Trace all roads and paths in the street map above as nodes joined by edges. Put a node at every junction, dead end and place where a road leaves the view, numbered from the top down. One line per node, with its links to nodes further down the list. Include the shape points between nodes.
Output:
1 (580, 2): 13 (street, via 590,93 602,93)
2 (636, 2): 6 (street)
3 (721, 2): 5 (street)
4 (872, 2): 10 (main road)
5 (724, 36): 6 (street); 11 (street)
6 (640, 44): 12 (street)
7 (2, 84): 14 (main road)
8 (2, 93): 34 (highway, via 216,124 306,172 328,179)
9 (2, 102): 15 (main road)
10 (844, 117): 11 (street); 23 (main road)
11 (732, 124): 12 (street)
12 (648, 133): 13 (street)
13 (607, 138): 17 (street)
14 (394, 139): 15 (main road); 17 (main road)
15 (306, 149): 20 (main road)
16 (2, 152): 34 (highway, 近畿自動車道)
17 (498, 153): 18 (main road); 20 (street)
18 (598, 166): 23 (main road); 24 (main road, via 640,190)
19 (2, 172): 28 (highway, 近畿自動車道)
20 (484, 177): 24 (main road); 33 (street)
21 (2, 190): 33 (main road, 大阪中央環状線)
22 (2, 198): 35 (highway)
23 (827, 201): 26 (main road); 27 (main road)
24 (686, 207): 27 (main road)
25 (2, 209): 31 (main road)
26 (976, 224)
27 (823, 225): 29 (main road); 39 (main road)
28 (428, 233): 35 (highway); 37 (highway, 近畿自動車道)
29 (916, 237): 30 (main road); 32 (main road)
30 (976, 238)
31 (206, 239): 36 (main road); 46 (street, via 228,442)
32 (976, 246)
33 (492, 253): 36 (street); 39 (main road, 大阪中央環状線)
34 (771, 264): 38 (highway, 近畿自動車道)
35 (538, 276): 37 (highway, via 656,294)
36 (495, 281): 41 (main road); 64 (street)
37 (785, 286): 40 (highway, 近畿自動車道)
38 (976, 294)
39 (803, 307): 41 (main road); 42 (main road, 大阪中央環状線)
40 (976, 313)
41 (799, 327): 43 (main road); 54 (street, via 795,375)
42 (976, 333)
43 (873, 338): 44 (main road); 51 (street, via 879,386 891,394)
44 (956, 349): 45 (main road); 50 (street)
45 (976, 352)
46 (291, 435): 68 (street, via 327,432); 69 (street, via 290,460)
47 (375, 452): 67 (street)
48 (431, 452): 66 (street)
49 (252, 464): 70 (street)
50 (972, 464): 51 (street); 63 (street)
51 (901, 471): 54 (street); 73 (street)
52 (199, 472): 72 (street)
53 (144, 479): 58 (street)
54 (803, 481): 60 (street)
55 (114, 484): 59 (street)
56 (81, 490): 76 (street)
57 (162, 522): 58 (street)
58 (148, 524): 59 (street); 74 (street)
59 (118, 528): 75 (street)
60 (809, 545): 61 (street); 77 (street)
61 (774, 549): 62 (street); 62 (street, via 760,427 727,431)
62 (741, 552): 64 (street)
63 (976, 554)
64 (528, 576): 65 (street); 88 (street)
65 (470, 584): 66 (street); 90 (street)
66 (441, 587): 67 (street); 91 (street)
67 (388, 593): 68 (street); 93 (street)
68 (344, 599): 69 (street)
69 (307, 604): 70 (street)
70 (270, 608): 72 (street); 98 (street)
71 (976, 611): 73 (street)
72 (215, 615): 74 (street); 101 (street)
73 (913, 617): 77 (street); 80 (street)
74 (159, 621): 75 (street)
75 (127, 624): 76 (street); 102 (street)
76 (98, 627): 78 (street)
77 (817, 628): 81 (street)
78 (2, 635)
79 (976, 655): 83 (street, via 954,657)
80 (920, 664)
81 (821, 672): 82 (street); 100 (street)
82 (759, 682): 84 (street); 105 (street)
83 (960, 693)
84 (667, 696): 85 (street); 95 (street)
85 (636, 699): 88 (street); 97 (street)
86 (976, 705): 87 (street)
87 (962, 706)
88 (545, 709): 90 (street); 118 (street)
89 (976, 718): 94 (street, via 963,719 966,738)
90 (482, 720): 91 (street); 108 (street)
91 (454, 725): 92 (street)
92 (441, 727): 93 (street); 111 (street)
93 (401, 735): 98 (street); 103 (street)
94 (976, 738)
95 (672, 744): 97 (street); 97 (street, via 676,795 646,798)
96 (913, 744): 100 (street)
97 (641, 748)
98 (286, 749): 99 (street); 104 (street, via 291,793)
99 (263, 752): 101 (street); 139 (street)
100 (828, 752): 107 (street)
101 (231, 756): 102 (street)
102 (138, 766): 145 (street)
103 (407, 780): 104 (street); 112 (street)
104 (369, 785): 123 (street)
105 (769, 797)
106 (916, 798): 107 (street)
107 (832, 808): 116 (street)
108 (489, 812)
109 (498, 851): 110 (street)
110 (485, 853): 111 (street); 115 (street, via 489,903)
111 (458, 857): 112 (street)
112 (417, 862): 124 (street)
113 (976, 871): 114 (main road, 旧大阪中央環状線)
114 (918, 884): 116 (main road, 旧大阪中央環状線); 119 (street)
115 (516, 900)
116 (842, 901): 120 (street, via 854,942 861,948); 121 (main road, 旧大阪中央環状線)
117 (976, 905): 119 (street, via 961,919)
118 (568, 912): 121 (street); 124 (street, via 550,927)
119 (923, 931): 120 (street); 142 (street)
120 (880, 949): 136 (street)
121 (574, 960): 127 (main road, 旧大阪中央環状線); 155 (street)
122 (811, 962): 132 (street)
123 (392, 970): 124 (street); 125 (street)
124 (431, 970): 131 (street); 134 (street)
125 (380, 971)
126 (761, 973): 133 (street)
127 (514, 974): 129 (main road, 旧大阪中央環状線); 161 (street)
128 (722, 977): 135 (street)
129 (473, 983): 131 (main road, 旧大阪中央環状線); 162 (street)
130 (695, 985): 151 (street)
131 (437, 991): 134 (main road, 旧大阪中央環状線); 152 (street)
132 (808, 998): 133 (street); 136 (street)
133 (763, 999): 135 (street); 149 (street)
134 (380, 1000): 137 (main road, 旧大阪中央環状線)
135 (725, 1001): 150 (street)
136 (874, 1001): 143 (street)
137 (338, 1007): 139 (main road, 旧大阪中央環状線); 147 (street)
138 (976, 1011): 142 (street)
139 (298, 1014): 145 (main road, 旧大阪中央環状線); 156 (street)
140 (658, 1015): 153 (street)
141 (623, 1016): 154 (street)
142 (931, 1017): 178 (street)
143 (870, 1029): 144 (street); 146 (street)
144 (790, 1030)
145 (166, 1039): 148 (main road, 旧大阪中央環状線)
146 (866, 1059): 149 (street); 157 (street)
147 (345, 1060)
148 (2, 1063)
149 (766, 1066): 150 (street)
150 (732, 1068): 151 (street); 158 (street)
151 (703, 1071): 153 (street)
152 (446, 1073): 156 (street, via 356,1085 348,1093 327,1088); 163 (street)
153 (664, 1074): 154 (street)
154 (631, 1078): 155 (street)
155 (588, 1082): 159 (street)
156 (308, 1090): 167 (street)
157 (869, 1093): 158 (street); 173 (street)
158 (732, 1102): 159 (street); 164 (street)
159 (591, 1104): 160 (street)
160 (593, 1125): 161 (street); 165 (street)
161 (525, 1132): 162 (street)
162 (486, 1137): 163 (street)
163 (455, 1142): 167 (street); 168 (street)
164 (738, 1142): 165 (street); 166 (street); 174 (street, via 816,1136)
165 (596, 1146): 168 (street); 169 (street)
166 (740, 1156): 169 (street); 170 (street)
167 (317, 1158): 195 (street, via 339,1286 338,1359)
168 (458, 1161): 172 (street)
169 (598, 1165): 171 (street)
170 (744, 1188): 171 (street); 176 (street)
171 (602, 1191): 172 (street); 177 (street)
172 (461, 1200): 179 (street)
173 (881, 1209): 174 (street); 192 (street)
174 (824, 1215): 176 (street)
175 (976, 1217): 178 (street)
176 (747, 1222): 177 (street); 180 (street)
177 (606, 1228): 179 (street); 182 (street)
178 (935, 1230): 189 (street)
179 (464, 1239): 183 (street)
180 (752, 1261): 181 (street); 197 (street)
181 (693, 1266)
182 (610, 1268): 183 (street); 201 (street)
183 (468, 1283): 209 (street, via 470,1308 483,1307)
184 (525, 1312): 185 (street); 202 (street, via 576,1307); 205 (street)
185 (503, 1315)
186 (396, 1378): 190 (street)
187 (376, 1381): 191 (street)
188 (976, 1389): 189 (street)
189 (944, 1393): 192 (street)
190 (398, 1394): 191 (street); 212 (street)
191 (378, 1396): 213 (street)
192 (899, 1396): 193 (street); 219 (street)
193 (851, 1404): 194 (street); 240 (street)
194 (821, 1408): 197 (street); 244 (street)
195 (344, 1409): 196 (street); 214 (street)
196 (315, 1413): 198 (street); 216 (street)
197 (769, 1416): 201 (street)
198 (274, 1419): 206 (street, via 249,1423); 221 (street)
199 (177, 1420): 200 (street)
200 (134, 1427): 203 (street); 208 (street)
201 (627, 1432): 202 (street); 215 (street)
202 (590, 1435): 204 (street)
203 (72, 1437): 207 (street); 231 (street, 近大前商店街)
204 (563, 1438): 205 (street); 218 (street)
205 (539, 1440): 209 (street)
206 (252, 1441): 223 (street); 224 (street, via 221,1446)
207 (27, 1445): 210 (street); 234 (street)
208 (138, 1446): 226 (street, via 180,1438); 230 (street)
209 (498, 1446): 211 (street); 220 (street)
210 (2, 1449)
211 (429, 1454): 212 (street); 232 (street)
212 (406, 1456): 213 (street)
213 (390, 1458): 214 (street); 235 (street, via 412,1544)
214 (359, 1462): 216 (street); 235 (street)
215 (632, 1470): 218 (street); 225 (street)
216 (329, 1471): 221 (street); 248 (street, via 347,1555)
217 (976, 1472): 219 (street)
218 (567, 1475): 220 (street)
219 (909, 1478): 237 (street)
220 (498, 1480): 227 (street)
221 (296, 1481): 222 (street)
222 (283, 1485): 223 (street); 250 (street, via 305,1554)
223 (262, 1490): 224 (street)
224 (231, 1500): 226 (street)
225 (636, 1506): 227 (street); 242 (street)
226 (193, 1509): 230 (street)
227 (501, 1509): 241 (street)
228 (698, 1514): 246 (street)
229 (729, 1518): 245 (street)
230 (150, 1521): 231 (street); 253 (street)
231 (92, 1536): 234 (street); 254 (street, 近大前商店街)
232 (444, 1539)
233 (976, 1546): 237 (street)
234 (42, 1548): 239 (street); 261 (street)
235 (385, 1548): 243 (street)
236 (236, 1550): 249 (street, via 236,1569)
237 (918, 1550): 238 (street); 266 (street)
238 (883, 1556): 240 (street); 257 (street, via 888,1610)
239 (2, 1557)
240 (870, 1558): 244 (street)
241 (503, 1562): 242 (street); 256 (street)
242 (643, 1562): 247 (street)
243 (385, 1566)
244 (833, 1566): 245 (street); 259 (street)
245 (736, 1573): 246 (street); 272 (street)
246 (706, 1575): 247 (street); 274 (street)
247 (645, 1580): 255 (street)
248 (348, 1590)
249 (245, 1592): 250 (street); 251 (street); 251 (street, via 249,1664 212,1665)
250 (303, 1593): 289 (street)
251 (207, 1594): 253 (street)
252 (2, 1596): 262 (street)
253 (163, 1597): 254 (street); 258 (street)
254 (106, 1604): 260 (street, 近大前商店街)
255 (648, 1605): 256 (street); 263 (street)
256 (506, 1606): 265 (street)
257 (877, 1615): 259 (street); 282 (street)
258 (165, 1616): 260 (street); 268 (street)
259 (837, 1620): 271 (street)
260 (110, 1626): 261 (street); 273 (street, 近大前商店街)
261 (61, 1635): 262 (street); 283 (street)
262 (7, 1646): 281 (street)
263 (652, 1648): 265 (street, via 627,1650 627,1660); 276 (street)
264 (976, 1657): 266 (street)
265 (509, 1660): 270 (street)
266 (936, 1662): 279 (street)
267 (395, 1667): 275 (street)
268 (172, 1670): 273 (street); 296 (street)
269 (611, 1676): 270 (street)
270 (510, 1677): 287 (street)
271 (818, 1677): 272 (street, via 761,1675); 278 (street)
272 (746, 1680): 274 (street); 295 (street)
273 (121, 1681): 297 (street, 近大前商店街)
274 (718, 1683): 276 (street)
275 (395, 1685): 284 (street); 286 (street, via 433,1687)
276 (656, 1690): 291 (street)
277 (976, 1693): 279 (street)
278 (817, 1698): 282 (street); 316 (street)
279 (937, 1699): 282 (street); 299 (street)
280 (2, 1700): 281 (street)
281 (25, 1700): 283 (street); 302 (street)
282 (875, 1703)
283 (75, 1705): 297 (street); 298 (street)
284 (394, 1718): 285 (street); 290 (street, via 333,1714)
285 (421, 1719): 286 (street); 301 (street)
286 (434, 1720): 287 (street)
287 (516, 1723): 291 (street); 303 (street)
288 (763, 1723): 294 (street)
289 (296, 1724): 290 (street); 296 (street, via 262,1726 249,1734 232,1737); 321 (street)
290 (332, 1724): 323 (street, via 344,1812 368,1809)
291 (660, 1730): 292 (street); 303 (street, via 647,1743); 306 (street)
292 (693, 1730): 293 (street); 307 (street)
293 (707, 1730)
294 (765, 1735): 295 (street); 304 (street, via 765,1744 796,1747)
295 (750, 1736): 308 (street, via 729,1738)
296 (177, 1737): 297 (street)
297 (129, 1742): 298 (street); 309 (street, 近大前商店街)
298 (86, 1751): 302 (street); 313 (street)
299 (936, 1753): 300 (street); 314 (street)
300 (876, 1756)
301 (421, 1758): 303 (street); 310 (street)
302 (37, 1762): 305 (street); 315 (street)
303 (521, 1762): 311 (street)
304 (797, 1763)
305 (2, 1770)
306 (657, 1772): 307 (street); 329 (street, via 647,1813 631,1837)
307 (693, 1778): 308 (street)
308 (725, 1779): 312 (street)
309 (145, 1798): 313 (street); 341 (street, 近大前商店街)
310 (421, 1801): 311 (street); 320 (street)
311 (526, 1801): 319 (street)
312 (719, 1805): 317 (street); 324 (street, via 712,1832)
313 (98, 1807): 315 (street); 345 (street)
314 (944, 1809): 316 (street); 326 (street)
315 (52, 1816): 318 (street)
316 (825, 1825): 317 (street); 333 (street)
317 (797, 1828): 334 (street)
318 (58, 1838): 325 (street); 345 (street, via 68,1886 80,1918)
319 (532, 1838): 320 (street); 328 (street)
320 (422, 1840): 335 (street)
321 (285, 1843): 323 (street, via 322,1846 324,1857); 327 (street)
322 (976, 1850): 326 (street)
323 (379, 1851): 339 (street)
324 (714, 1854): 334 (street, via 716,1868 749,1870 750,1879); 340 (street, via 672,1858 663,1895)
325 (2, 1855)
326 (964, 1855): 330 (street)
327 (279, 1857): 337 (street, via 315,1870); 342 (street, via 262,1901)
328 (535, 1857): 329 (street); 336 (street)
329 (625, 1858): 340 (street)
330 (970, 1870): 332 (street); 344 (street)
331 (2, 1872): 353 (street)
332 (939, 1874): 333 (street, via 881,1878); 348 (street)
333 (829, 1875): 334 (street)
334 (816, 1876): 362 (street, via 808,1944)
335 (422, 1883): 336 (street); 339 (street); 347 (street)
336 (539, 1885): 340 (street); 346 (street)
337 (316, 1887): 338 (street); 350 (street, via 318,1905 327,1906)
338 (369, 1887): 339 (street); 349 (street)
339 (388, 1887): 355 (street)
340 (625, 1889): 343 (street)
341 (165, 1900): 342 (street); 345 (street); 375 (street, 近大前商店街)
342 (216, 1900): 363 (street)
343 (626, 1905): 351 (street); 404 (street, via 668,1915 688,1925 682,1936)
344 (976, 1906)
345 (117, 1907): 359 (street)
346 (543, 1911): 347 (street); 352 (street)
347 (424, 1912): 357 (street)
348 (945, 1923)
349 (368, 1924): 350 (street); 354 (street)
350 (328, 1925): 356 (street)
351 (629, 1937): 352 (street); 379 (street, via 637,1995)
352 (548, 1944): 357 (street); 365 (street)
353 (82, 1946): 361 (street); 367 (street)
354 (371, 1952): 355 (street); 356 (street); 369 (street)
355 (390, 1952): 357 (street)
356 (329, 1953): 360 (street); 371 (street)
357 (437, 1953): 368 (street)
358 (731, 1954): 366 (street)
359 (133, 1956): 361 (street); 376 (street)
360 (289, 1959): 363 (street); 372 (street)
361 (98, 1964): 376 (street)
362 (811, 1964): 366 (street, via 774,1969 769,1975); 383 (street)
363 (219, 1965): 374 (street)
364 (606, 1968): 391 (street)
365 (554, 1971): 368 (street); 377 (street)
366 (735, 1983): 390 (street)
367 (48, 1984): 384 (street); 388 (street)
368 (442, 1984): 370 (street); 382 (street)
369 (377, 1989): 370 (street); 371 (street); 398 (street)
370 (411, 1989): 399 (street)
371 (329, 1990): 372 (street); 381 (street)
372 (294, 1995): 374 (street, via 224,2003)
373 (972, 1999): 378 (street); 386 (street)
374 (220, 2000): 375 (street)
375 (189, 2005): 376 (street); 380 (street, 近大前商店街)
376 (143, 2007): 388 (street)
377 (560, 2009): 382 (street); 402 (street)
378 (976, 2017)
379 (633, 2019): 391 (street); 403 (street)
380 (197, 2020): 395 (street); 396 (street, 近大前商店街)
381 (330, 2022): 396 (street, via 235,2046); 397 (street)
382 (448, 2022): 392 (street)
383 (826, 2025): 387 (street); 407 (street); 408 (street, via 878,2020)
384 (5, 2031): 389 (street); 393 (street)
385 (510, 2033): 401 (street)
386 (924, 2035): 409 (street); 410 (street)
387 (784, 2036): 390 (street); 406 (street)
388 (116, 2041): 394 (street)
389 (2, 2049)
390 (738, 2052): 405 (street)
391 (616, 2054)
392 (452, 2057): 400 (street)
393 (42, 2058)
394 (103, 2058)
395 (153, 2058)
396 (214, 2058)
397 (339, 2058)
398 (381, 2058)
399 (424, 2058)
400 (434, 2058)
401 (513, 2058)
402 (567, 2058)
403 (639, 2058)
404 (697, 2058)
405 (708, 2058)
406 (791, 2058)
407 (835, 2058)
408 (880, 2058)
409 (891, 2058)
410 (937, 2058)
○ ○ ○ ○
• **Activity**: Search the listing above for the string "近大前商店街" and return each line it appears on.

• **Response for this exercise**:
203 (72, 1437): 207 (street); 231 (street, 近大前商店街)
231 (92, 1536): 234 (street); 254 (street, 近大前商店街)
254 (106, 1604): 260 (street, 近大前商店街)
260 (110, 1626): 261 (street); 273 (street, 近大前商店街)
273 (121, 1681): 297 (street, 近大前商店街)
297 (129, 1742): 298 (street); 309 (street, 近大前商店街)
309 (145, 1798): 313 (street); 341 (street, 近大前商店街)
341 (165, 1900): 342 (street); 345 (street); 375 (street, 近大前商店街)
375 (189, 2005): 376 (street); 380 (street, 近大前商店街)
380 (197, 2020): 395 (street); 396 (street, 近大前商店街)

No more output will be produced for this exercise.